The script can also run on a directory:
$ python3 main.py -i data/input -o out --limit 2
In this case the first two document in "data/input" will be processed and the results will be put in the "out" directory, which may not exist already. Without the "--limit" option all files will be processed.
The "main.py" runs the feature extraction and classification on one file or one folder, and while doing that it uses the rather small default model. This section lays out how to separate the feature extraction from the technology classification and how to create bigger classifier models.
This separation can be useful when the basic processing that extracts features is stable while the classification may include experimentation with many models. To separate feature extraction from classification you can first run the main script in non-classification mode:
$ python3 main.py -i data/input/auger-architectomics.txt -o out.feats --classifier-off
$ python3 classify.py --classify data/models/SensorData out.feats out.class
In the first step the file "data/input/auger-architectomics.txt" will be processed and the output will be put in "out-feats", but that file will only have the basic features: tokens, sentences, dependencies and terms with feature vectors. There is no view with technologies. In the second step you add the technologies by running the classifier script. It needs to explicitely specify what classifier model to use (unlike the main script for which this model was assumed to be the default). It takes the file that was just processed by the main script and writes the output to a LIF file that has a technologies view added.

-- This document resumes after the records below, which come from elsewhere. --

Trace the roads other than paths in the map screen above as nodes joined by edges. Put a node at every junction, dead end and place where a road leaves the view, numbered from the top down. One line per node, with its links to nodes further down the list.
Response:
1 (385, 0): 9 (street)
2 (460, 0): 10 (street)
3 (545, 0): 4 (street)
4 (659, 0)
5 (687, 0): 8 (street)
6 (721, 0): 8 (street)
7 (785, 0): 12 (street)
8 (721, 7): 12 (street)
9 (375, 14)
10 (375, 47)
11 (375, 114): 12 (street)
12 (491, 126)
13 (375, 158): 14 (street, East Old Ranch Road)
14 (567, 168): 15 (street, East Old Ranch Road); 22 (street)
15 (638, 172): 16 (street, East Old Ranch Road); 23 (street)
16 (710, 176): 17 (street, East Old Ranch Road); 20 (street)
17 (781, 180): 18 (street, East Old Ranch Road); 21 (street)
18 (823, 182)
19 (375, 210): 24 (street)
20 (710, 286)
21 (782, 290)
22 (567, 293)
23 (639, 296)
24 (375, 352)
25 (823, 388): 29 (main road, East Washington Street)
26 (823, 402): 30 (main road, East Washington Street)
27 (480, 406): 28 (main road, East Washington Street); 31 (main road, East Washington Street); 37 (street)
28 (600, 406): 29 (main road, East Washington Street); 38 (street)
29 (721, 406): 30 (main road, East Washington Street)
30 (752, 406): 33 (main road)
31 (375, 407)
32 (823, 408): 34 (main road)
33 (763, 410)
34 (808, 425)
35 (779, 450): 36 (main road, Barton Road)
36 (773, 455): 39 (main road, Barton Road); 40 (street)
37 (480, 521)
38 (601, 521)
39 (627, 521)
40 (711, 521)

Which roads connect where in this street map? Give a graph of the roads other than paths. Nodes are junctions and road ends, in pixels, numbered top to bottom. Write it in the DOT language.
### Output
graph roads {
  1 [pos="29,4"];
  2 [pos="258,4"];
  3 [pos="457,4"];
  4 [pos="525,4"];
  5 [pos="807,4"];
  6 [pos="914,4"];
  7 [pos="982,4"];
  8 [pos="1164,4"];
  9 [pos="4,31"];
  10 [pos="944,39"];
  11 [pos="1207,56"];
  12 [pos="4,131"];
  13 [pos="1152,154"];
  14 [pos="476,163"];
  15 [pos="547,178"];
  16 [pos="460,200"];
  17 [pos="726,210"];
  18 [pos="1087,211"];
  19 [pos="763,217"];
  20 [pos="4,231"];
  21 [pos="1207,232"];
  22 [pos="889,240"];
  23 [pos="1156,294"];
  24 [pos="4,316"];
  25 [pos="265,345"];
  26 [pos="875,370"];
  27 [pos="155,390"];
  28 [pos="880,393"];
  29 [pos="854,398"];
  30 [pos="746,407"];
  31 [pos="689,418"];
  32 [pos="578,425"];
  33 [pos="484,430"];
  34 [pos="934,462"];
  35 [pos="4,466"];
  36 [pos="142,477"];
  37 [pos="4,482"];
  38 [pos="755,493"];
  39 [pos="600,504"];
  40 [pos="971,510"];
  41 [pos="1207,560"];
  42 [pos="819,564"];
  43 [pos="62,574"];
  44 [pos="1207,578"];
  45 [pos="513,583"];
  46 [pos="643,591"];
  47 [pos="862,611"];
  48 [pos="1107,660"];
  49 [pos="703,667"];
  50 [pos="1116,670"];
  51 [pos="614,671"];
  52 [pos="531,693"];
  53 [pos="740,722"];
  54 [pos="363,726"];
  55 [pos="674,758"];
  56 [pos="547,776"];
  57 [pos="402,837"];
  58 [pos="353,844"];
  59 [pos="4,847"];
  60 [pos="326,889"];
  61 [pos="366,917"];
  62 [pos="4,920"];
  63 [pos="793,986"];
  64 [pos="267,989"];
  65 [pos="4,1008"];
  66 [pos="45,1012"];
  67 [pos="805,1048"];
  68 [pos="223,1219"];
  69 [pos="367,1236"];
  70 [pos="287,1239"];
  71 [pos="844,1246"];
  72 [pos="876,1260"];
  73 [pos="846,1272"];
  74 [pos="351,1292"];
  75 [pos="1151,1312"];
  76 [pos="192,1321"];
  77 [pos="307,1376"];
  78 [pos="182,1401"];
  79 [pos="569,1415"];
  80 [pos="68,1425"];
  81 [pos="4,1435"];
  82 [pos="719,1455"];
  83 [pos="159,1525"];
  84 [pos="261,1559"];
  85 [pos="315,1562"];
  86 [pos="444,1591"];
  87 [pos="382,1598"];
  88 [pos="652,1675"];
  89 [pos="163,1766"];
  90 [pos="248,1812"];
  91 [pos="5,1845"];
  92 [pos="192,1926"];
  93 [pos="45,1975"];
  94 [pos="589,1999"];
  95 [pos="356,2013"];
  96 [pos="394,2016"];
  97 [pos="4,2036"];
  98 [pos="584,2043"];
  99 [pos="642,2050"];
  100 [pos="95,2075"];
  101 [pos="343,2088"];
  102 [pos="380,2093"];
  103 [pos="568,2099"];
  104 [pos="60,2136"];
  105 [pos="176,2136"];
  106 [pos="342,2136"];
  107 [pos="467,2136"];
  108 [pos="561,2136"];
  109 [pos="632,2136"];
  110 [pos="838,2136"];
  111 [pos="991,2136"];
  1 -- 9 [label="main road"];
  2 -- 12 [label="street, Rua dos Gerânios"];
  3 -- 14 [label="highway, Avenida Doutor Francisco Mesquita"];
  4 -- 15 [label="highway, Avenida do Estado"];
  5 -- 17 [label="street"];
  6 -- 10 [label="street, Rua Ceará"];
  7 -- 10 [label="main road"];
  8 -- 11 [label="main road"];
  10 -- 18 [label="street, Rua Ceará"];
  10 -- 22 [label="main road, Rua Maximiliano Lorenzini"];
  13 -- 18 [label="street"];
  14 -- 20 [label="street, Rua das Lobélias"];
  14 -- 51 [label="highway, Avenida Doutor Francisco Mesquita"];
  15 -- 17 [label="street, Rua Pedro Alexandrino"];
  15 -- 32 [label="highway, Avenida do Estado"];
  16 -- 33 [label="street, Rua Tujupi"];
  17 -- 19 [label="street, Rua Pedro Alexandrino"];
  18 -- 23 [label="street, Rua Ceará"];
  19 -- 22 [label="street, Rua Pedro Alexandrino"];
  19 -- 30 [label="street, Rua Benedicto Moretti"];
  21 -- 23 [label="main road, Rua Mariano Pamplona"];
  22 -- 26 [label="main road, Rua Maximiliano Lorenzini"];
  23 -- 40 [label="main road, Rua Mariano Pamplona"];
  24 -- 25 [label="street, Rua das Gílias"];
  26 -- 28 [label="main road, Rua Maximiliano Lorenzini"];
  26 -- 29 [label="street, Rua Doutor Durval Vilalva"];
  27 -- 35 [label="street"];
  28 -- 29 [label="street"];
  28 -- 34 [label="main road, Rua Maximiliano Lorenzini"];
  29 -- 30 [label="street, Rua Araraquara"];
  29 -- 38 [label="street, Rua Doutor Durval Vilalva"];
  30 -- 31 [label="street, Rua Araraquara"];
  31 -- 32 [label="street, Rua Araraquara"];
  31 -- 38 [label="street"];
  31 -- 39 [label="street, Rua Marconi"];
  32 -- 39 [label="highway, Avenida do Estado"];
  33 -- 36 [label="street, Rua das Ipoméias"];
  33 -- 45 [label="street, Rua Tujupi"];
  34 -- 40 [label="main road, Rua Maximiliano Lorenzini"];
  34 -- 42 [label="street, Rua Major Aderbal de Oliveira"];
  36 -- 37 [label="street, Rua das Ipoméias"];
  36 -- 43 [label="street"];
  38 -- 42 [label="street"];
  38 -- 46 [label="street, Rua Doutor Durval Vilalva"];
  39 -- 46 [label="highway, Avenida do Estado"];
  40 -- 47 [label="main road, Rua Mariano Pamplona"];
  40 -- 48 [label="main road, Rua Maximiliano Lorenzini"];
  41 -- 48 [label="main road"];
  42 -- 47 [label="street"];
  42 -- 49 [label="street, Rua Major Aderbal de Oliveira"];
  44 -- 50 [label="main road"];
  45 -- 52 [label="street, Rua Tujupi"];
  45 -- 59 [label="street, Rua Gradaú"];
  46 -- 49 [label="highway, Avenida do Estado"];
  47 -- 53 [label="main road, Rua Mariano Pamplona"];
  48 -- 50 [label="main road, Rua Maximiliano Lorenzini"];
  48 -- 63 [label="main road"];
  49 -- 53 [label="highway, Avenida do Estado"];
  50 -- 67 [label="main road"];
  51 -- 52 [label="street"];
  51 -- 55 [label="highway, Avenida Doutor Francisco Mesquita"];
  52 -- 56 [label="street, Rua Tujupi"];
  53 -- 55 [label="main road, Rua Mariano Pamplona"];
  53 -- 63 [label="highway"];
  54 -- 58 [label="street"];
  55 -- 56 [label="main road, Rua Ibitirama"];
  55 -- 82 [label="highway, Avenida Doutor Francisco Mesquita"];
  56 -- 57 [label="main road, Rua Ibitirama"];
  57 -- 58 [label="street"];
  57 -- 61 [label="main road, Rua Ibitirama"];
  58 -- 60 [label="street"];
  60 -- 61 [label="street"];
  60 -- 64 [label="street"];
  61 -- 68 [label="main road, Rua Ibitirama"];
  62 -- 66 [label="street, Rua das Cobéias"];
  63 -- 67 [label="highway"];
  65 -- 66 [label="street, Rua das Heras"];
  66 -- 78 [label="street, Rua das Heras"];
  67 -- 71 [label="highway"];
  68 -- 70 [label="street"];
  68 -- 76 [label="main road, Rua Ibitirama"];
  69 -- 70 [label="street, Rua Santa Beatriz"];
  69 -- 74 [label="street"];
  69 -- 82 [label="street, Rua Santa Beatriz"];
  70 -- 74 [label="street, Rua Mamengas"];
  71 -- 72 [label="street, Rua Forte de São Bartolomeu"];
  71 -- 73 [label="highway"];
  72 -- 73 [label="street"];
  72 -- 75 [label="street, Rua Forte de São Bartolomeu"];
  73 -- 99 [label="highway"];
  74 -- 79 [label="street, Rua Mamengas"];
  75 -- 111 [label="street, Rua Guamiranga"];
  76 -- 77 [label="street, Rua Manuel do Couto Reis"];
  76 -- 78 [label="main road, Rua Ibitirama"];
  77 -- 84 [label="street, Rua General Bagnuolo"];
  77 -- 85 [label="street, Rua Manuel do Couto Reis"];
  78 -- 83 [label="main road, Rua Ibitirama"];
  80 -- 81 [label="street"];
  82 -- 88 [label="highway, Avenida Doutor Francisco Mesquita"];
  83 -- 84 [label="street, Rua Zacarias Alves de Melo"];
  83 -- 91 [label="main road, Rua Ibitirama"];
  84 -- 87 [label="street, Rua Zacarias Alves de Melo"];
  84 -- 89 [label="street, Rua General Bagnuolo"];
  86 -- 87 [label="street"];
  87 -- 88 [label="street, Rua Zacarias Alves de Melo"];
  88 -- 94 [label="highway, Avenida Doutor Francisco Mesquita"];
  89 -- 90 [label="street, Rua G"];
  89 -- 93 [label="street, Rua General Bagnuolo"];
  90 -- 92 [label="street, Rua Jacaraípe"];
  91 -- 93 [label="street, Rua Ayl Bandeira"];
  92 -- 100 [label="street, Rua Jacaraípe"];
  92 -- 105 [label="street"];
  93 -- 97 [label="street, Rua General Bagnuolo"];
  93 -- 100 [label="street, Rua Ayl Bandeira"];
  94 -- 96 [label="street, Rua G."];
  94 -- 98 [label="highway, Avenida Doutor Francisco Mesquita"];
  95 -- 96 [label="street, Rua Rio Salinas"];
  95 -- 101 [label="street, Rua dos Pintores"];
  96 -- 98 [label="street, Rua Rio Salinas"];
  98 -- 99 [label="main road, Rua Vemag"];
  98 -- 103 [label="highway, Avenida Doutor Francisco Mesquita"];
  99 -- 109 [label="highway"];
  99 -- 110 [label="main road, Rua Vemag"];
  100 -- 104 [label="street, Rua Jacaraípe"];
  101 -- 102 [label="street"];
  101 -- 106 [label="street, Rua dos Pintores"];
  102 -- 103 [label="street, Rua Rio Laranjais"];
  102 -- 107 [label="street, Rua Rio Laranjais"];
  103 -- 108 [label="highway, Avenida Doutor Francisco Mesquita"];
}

You can do the same on a directory:
$ python3 main.py -i data/input -o out.dir.feats --classifier-off
$ python3 classify.py --classify data/models/SensorData out.dir.feats out.dir.class
In addition to creating the files it will also write log comments to the standard output.
The code offers a third way to classify files wherefor the classification you first extract all vectors and then run a classifier on those vectors:
$ python3 main.py -i data/input -o out.dir.feats --classifier-off
$ python3 classify.py --get-features out.dir.feats out.file.feats
$ python3 classify.py --classify-vectors data/models/SensorData out.file.feats out.file.lbl
The files "out.file.feats" and "out.file.lbl" will have the same amount of lines.
One disadvantage of the LIF format is that it takes a lot of space. For example, the example file "auger-architectomics.txt" is only about 300 bytes, but the result after processing is about 50K, more than a hundred times larger.
Files are not compressed when written to disk, but can be compressed manually afterwards. When the classifier needs to read the files in a directory it will recognize that a file was compressed (it checks for a .gz extension) and it can read the file. compressed or not.
To build a model you first process a directory and extract its features:
$ python3 main.py -i data/input -o out.dir.feats --classifier-off
$ python classify.py --get-features out.dir.feats/ out.file.feats
The directory "out.dr.feats" will have LIF files that all include all the candidate terms (candicates for being technologies that is) and the feature vectors associated with them. The file "out.file.feats" has all the features extracted from the files.
We can now train the classifier model which can be used by the classifier.
$ python3 classify.py --train out.file.feats data/models/test
This code is now very rigid and does not allow any feature engineering. It should be expanded.